### [Instructions to follow]
Give back all the records below, unaltered.

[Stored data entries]
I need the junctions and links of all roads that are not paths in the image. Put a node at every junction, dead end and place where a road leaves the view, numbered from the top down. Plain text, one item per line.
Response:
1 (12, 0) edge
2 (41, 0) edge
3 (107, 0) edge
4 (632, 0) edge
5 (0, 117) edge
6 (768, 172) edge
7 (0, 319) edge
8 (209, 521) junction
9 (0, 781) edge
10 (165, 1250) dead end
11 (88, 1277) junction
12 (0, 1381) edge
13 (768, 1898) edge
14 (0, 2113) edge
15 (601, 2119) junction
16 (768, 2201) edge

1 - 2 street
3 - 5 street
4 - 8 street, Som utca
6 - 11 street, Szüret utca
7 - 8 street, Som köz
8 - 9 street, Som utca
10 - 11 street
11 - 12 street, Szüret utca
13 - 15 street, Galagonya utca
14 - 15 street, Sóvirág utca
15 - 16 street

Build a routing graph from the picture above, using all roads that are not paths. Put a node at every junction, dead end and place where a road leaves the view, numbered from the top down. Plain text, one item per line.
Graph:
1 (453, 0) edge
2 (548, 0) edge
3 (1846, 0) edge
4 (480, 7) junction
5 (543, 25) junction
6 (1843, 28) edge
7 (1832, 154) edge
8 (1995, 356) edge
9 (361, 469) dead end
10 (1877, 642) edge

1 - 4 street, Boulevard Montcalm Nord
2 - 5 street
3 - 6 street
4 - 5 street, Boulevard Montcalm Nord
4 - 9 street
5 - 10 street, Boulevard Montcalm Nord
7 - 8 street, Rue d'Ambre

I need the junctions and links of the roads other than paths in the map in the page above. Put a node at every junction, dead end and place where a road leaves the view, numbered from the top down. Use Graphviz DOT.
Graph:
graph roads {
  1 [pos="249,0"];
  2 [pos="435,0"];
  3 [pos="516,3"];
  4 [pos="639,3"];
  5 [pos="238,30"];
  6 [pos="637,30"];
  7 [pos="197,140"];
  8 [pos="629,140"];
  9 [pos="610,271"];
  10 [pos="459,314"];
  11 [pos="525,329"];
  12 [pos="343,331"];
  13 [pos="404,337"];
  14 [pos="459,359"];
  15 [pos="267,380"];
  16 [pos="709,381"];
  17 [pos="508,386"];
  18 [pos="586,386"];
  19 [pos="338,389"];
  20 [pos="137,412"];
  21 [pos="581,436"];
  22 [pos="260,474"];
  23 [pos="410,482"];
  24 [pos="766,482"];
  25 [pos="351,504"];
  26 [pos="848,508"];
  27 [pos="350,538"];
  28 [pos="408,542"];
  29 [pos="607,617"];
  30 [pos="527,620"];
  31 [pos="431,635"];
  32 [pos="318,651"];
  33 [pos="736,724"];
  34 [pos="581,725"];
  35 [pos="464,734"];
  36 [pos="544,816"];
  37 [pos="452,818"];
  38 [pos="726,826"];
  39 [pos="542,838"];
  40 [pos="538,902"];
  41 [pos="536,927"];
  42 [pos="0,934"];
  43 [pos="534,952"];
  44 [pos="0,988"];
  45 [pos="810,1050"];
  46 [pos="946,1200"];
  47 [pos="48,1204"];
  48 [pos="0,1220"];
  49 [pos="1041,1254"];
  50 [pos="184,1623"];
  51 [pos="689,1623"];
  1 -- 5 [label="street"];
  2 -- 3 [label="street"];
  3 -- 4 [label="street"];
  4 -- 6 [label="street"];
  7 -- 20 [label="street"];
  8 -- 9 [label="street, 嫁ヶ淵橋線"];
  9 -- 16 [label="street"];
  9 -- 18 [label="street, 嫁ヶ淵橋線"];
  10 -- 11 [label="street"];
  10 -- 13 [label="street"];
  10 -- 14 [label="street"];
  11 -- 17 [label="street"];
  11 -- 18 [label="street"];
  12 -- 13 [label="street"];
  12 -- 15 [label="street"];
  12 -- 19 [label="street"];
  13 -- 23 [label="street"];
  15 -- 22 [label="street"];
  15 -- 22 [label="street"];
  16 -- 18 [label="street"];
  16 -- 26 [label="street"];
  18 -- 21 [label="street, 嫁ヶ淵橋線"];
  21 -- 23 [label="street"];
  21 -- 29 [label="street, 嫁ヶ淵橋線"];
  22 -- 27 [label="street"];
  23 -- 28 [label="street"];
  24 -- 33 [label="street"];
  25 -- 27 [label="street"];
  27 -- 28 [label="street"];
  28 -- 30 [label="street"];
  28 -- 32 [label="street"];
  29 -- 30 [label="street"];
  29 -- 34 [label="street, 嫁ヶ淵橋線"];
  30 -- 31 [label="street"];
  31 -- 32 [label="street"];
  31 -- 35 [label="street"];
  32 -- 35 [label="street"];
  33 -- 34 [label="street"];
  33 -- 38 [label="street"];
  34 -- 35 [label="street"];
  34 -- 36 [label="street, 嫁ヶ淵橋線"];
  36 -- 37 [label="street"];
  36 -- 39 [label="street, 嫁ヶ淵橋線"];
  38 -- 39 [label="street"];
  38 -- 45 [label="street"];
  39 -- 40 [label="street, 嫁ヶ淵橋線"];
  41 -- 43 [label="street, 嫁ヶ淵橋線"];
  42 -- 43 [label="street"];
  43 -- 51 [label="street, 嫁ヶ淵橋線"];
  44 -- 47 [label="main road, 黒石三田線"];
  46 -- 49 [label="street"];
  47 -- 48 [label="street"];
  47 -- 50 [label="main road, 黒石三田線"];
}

### [Finished task]
I need the junctions and links of all roads that are not paths in the image. Put a node at every junction, dead end and place where a road leaves the view, numbered from the top down. Plain text, one item per line.
Response:
1 (12, 0) edge
2 (41, 0) edge
3 (107, 0) edge
4 (632, 0) edge
5 (0, 117) edge
6 (768, 172) edge
7 (0, 319) edge
8 (209, 521) junction
9 (0, 781) edge
10 (165, 1250) dead end
11 (88, 1277) junction
12 (0, 1381) edge
13 (768, 1898) edge
14 (0, 2113) edge
15 (601, 2119) junction
16 (768, 2201) edge

1 - 2 street
3 - 5 street
4 - 8 street, Som utca
6 - 11 street, Szüret utca
7 - 8 street, Som köz
8 - 9 street, Som utca
10 - 11 street
11 - 12 street, Szüret utca
13 - 15 street, Galagonya utca
14 - 15 street, Sóvirág utca
15 - 16 street

Build a routing graph from the picture above, using all roads that are not paths. Put a node at every junction, dead end and place where a road leaves the view, numbered from the top down. Plain text, one item per line.
Graph:
1 (453, 0) edge
2 (548, 0) edge
3 (1846, 0) edge
4 (480, 7) junction
5 (543, 25) junction
6 (1843, 28) edge
7 (1832, 154) edge
8 (1995, 356) edge
9 (361, 469) dead end
10 (1877, 642) edge

1 - 4 street, Boulevard Montcalm Nord
2 - 5 street
3 - 6 street
4 - 5 street, Boulevard Montcalm Nord
4 - 9 street
5 - 10 street, Boulevard Montcalm Nord
7 - 8 street, Rue d'Ambre

I need the junctions and links of the roads other than paths in the map in the page above. Put a node at every junction, dead end and place where a road leaves the view, numbered from the top down. Use Graphviz DOT.
Graph:
graph roads {
  1 [pos="249,0"];
  2 [pos="435,0"];
  3 [pos="516,3"];
  4 [pos="639,3"];
  5 [pos="238,30"];
  6 [pos="637,30"];
  7 [pos="197,140"];
  8 [pos="629,140"];
  9 [pos="610,271"];
  10 [pos="459,314"];
  11 [pos="525,329"];
  12 [pos="343,331"];
  13 [pos="404,337"];
  14 [pos="459,359"];
  15 [pos="267,380"];
  16 [pos="709,381"];
  17 [pos="508,386"];
  18 [pos="586,386"];
  19 [pos="338,389"];
  20 [pos="137,412"];
  21 [pos="581,436"];
  22 [pos="260,474"];
  23 [pos="410,482"];
  24 [pos="766,482"];
  25 [pos="351,504"];
  26 [pos="848,508"];
  27 [pos="350,538"];
  28 [pos="408,542"];
  29 [pos="607,617"];
  30 [pos="527,620"];
  31 [pos="431,635"];
  32 [pos="318,651"];
  33 [pos="736,724"];
  34 [pos="581,725"];
  35 [pos="464,734"];
  36 [pos="544,816"];
  37 [pos="452,818"];
  38 [pos="726,826"];
  39 [pos="542,838"];
  40 [pos="538,902"];
  41 [pos="536,927"];
  42 [pos="0,934"];
  43 [pos="534,952"];
  44 [pos="0,988"];
  45 [pos="810,1050"];
  46 [pos="946,1200"];
  47 [pos="48,1204"];
  48 [pos="0,1220"];
  49 [pos="1041,1254"];
  50 [pos="184,1623"];
  51 [pos="689,1623"];
  1 -- 5 [label="street"];
  2 -- 3 [label="street"];
  3 -- 4 [label="street"];
  4 -- 6 [label="street"];
  7 -- 20 [label="street"];
  8 -- 9 [label="street, 嫁ヶ淵橋線"];
  9 -- 16 [label="street"];
  9 -- 18 [label="street, 嫁ヶ淵橋線"];
  10 -- 11 [label="street"];
  10 -- 13 [label="street"];
  10 -- 14 [label="street"];
  11 -- 17 [label="street"];
  11 -- 18 [label="street"];
  12 -- 13 [label="street"];
  12 -- 15 [label="street"];
  12 -- 19 [label="street"];
  13 -- 23 [label="street"];
  15 -- 22 [label="street"];
  15 -- 22 [label="street"];
  16 -- 18 [label="street"];
  16 -- 26 [label="street"];
  18 -- 21 [label="street, 嫁ヶ淵橋線"];
  21 -- 23 [label="street"];
  21 -- 29 [label="street, 嫁ヶ淵橋線"];
  22 -- 27 [label="street"];
  23 -- 28 [label="street"];
  24 -- 33 [label="street"];
  25 -- 27 [label="street"];
  27 -- 28 [label="street"];
  28 -- 30 [label="street"];
  28 -- 32 [label="street"];
  29 -- 30 [label="street"];
  29 -- 34 [label="street, 嫁ヶ淵橋線"];
  30 -- 31 [label="street"];
  31 -- 32 [label="street"];
  31 -- 35 [label="street"];
  32 -- 35 [label="street"];
  33 -- 34 [label="street"];
  33 -- 38 [label="street"];
  34 -- 35 [label="street"];
  34 -- 36 [label="street, 嫁ヶ淵橋線"];
  36 -- 37 [label="street"];
  36 -- 39 [label="street, 嫁ヶ淵橋線"];
  38 -- 39 [label="street"];
  38 -- 45 [label="street"];
  39 -- 40 [label="street, 嫁ヶ淵橋線"];
  41 -- 43 [label="street, 嫁ヶ淵橋線"];
  42 -- 43 [label="street"];
  43 -- 51 [label="street, 嫁ヶ淵橋線"];
  44 -- 47 [label="main road, 黒石三田線"];
  46 -- 49 [label="street"];
  47 -- 48 [label="street"];
  47 -- 50 [label="main road, 黒石三田線"];
}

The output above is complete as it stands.